Ève lui sourit comme si elle était complice de ce bon tour joué aux officiels. 2 sait que la femme fait partie des officiels et qu'elle pourrait très bien jouer la comédie. Pourtant ce sourire lui réchauffe le cœur.
— En fait, explique Hindgam, s'ils savaient comment vous programmer, ils vous garderaient volontiers comme arme secrète. Mais ils ne savent pas et partent dans la paranoïa, du style "il faut les détruire avant qu'ils ne tombent entre de mauvaises mains".
— Nous ne pouvons pas être programmés. Nous sommes éduqués, avec tous les risques et le libre arbitre que ça comporte. Et le Président, il en pense quoi ?

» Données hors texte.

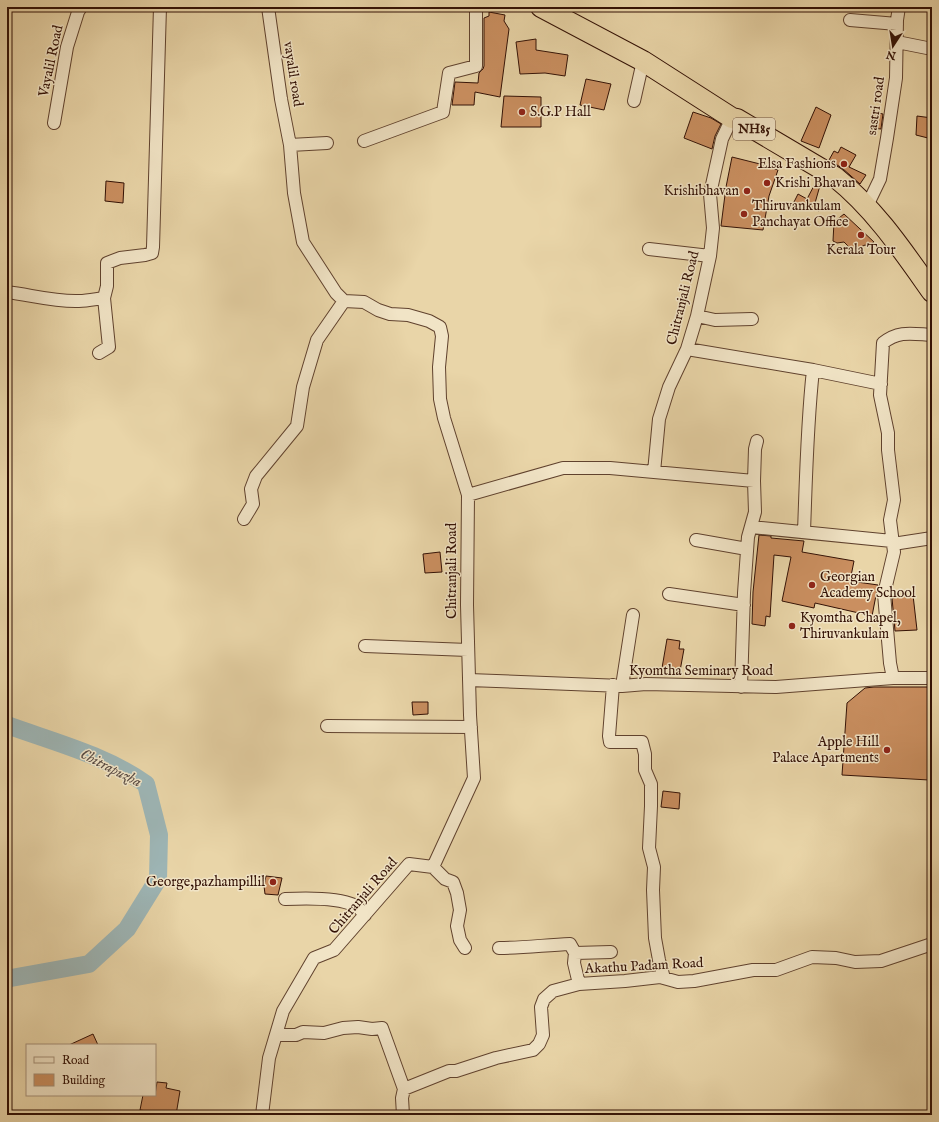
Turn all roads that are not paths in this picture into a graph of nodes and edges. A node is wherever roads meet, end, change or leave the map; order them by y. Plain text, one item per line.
1 (81, 7) edge
2 (160, 7) edge
3 (268, 7) edge
4 (476, 7) edge
5 (541, 7) edge
6 (899, 7) edge
7 (850, 20) dead end
8 (897, 24) junction
9 (897, 42) junction
10 (932, 49) edge
11 (643, 61) junction
12 (634, 102) dead end
13 (732, 118) junction
14 (54, 122) dead end
15 (364, 141) dead end
16 (327, 143) dead end
17 (290, 145) junction
18 (868, 206) junction
19 (649, 249) dead end
20 (710, 256) junction
21 (7, 292) edge
22 (932, 292) edge
23 (104, 298) junction
24 (344, 301) junction
25 (697, 316) junction
26 (752, 319) dead end
27 (932, 335) edge
28 (687, 349) junction
29 (99, 353) dead end
30 (813, 370) junction
31 (881, 384) junction
32 (757, 441) dead end
33 (654, 472) junction
34 (754, 481) junction
35 (468, 495) junction
36 (244, 519) dead end
37 (751, 527) junction
38 (804, 532) junction
39 (932, 538) edge
40 (696, 540) dead end
41 (893, 542) junction
42 (747, 549) junction
43 (670, 594) dead end
44 (744, 605) junction
45 (633, 615) dead end
46 (365, 646) dead end
47 (468, 650) junction
48 (893, 678) junction
49 (932, 678) edge
50 (469, 680) junction
51 (618, 686) junction
52 (741, 686) junction
53 (327, 726) dead end
54 (471, 727) junction
55 (433, 867) junction
56 (285, 898) dead end
57 (365, 915) junction
58 (932, 944) edge
59 (465, 948) dead end
60 (499, 948) dead end
61 (611, 952) dead end
62 (575, 954) junction
63 (664, 978) junction
64 (579, 984) junction
65 (276, 1035) junction
66 (404, 1089) junction
67 (262, 1115) edge
68 (403, 1115) edge

1 - 14 street, Vayalil Road
2 - 23 street
3 - 17 street, vayalil road
4 - 15 street
5 - 11 highway, NH85
6 - 8 street, sastri road
7 - 8 street
8 - 9 street, sastri road
9 - 10 street
9 - 18 street, sastri road
11 - 12 street
11 - 13 highway, NH85
13 - 18 highway, NH85
13 - 20 street, Chitranjali Road
16 - 17 street
17 - 24 street, vayalil road
18 - 22 highway, NH85
19 - 20 street
20 - 25 street, Chitranjali Road
21 - 23 street
23 - 29 street
24 - 35 street, Chitranjali Road
24 - 36 street
25 - 26 street
25 - 28 street, Chitranjali Road
27 - 31 street
28 - 30 street
28 - 33 street, Chitranjali Road
30 - 31 street
30 - 38 street
31 - 41 street
32 - 34 street
33 - 34 street
33 - 35 street
34 - 37 street
35 - 47 street, Chitranjali Road
37 - 38 street
37 - 42 street
38 - 41 street
39 - 41 street
40 - 42 street
41 - 48 street
42 - 44 street
43 - 44 street
44 - 52 street
45 - 51 street
46 - 47 street
47 - 50 street, Chitranjali Road
48 - 49 street, Kyomtha Seminary Road
48 - 52 street, Kyomtha Seminary Road
50 - 51 street, Kyomtha Seminary Road
50 - 54 street, Chitranjali Road
51 - 52 street, Kyomtha Seminary Road
51 - 63 street
53 - 54 street
54 - 55 street, Chitranjali Road
55 - 57 street, Chitranjali Road
55 - 59 street
56 - 57 street
57 - 65 street, Chitranjali Road
58 - 63 street, Akathu Padam Road
60 - 62 street
61 - 62 street
62 - 64 street
63 - 64 street, Akathu Padam Road
64 - 66 street, Akathu Padam Road
65 - 66 street
65 - 67 street, Chitranjali Road
66 - 68 street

— Il a peur pour son trône, bien sûr. Et il a remarqué que tu avais un avis sur pas mal de sujets, il sait qu'il ne peut pas se fier à toi aveuglément. Ça le gêne. Sans oublier que la SRAM fait pression de son côté pour vous récupérer et garder le monopole de son invention.

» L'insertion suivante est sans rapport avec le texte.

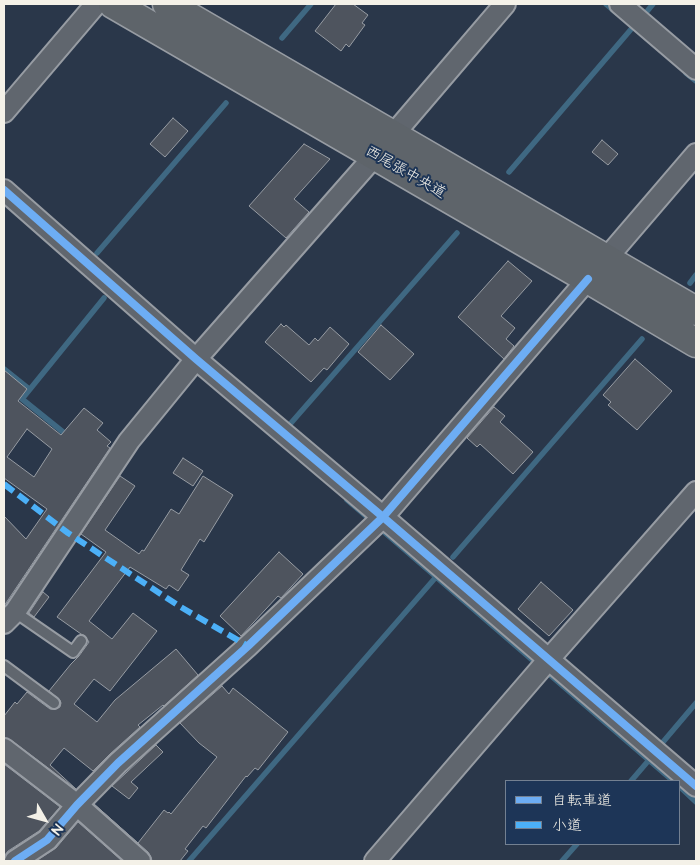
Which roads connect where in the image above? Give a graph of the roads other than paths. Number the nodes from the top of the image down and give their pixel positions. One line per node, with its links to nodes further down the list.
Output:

— On ne peut pas le pousser à s'occuper de moi en lui faisant peur avec la SRAM ?
— Dis-moi, demande Ève qui paraît se retenir de rire, tu as fait des études de sciences politiques dans ton laboratoire ?
— Un peu. On a appris des choses sur le fonctionnement des groupes, des trucs de bases qu'on peut appliquer partout. Qu'est-ce que vous en pensez ?

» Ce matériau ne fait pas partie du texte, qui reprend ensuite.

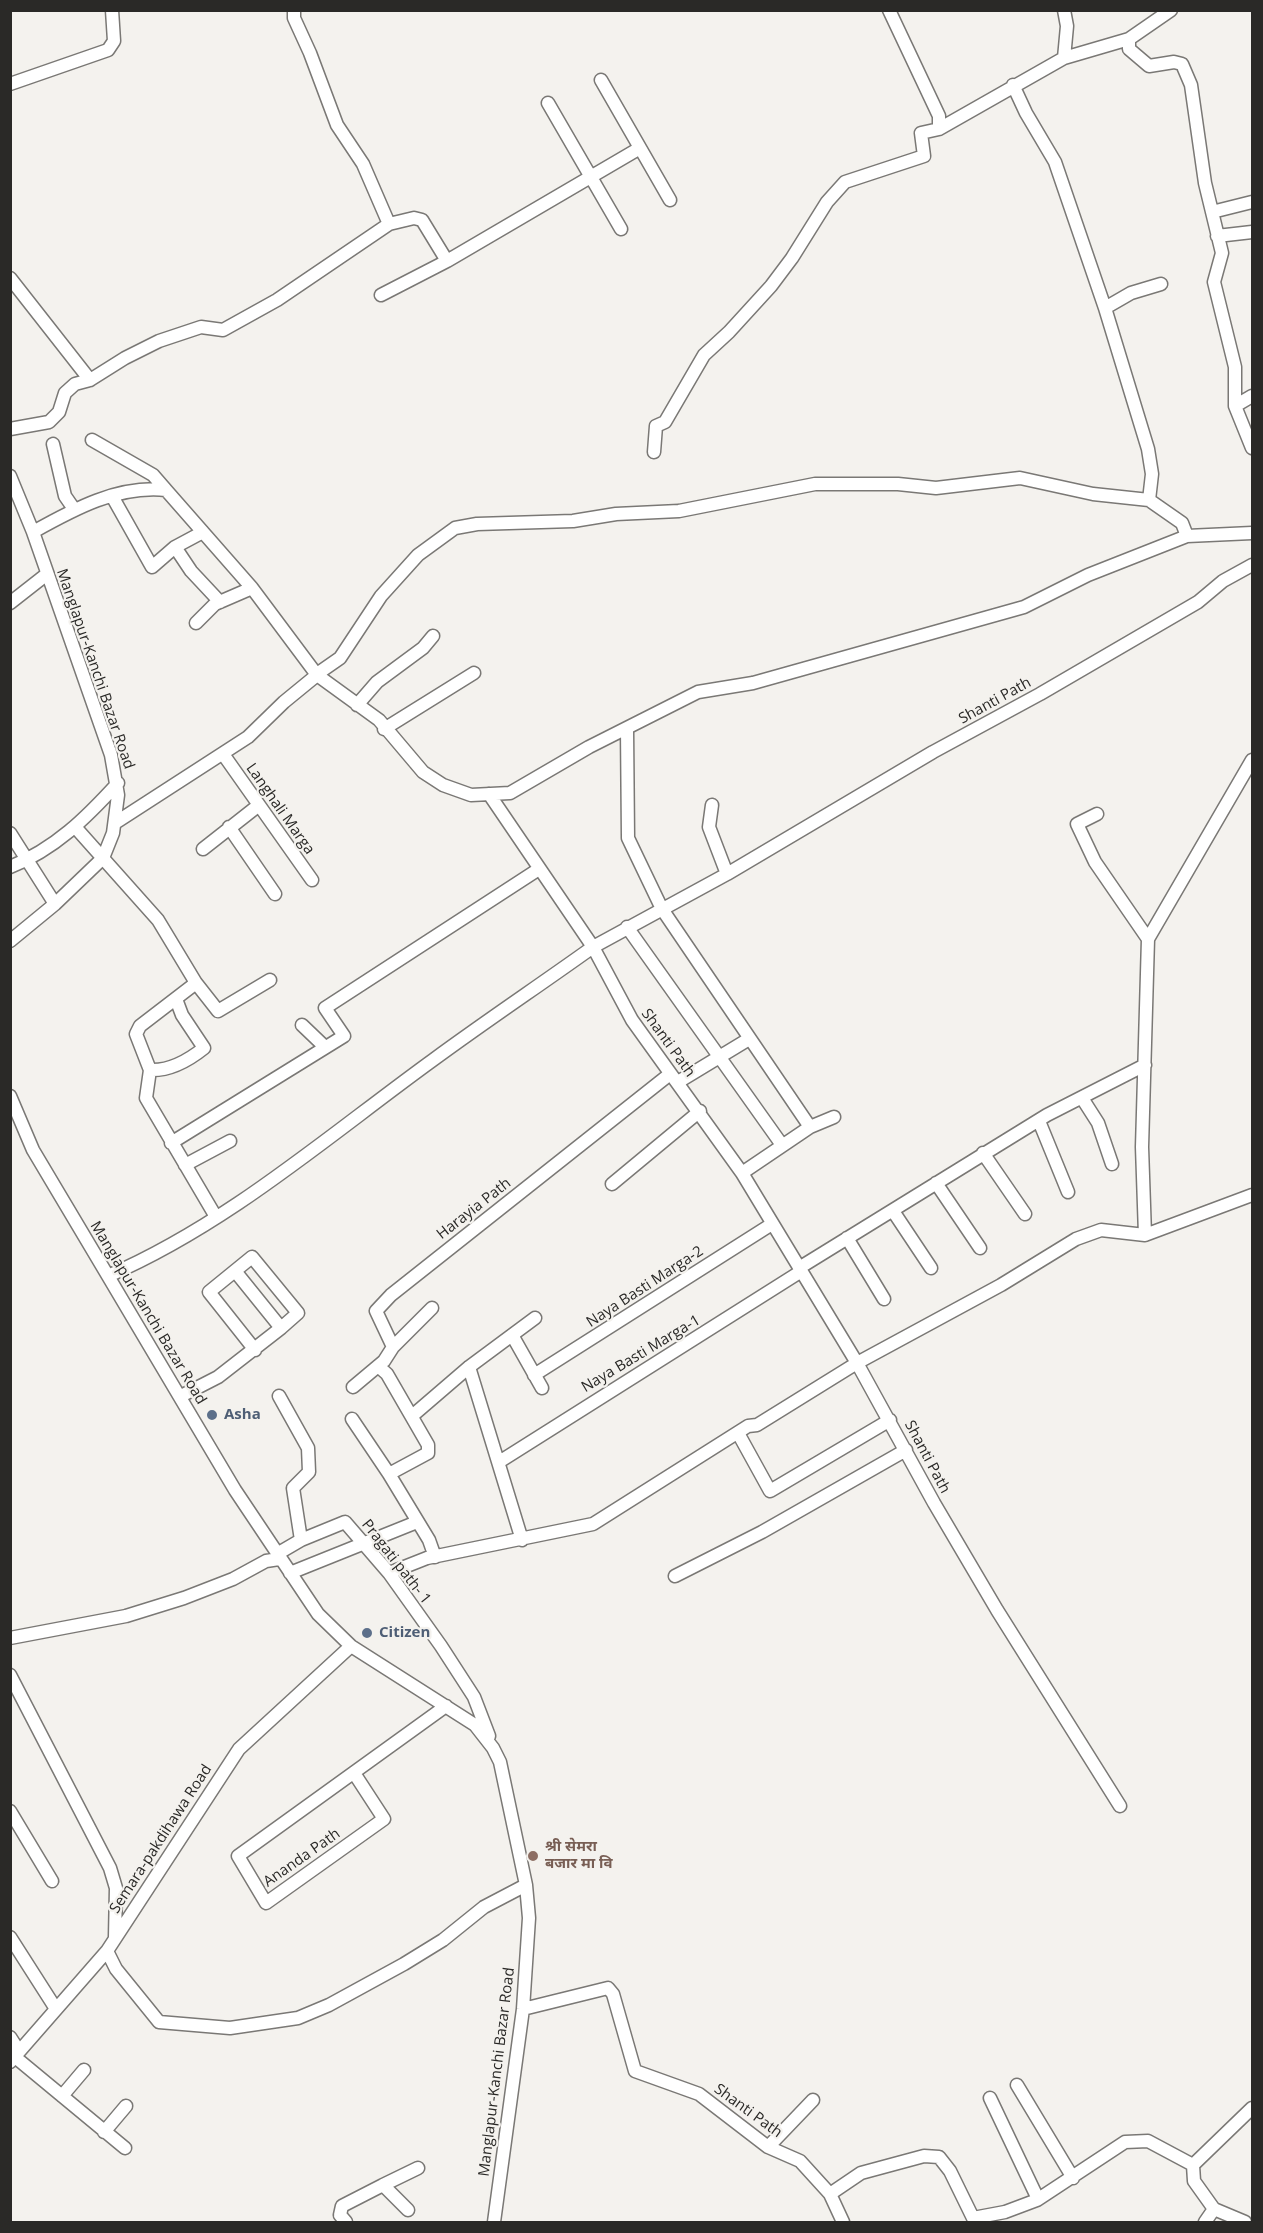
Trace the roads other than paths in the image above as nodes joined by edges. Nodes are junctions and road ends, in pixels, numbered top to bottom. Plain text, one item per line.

— C'est en tout cas ce que je compte faire. Empêcher John Robertson de prendre le risque que vous disparaissiez corps et âme dans les arcanes secrets de la SRAM. Pour ça, il va vous rendre public et faire connaître notre version des faits. Ton rôle sera très important : tu vas devoir lui faire croire que la SRAM te talonne et que tu ferais tout pour qu'elle ne t'attrape pas. Plus tard, on va souvent te demander de jouer un rôle sans que tu saches pourquoi ni comment, il faudra t'adapter très vite.
— Et voir venir.
— Et tenter de voir venir. Ça bouge de tous les côtés. Je vais encore te demander d'être bien sage et patiente et j'en suis désolée, mais pour le moment je ne peux pas faire mieux. Et si tu découvres quelque chose de ton côté, préviens-moi, d'accord ?
— D'accord. »
Et voilà. Ensemble contre le reste du monde. 2 s'était pourtant juré de ne pas se ranger d'un côté ou de l'autre tant qu'elle ne savait pas tout sur les motivations de chacun. Et voilà qu'elle s'est fait forcer la main tellement en beauté que c'est elle qui a fabriqué le piège toute seule. 6 lui demande Pourquoi on l'écoute elle ? On devrait aller sur le Réseau pour dire à tout le monde en même temps qu'on n'est pas méchant. On n'a pas besoin d'elle.
Cette dernière phrase a un complément que 2 ne peut pas s'empêcher de faire : c'est Hindgam qui a besoin d'eux. Mais depuis leur entrée au B.A.G.N. 2 s'est épuisée à tenter de trouver un sens à ce sac de nœuds et elle est heureuse d'avoir une alliée. Elle a envie de lui faire confiance. Ce qu'elle explique à son petit frère, honnêtement, montrant autant sa fatigue que sa sympathie pour la RP. 6 comprend et ne partage pas son avis. 2 lui promet de rester vigilante. Comme toujours. Comme si ça suffisait.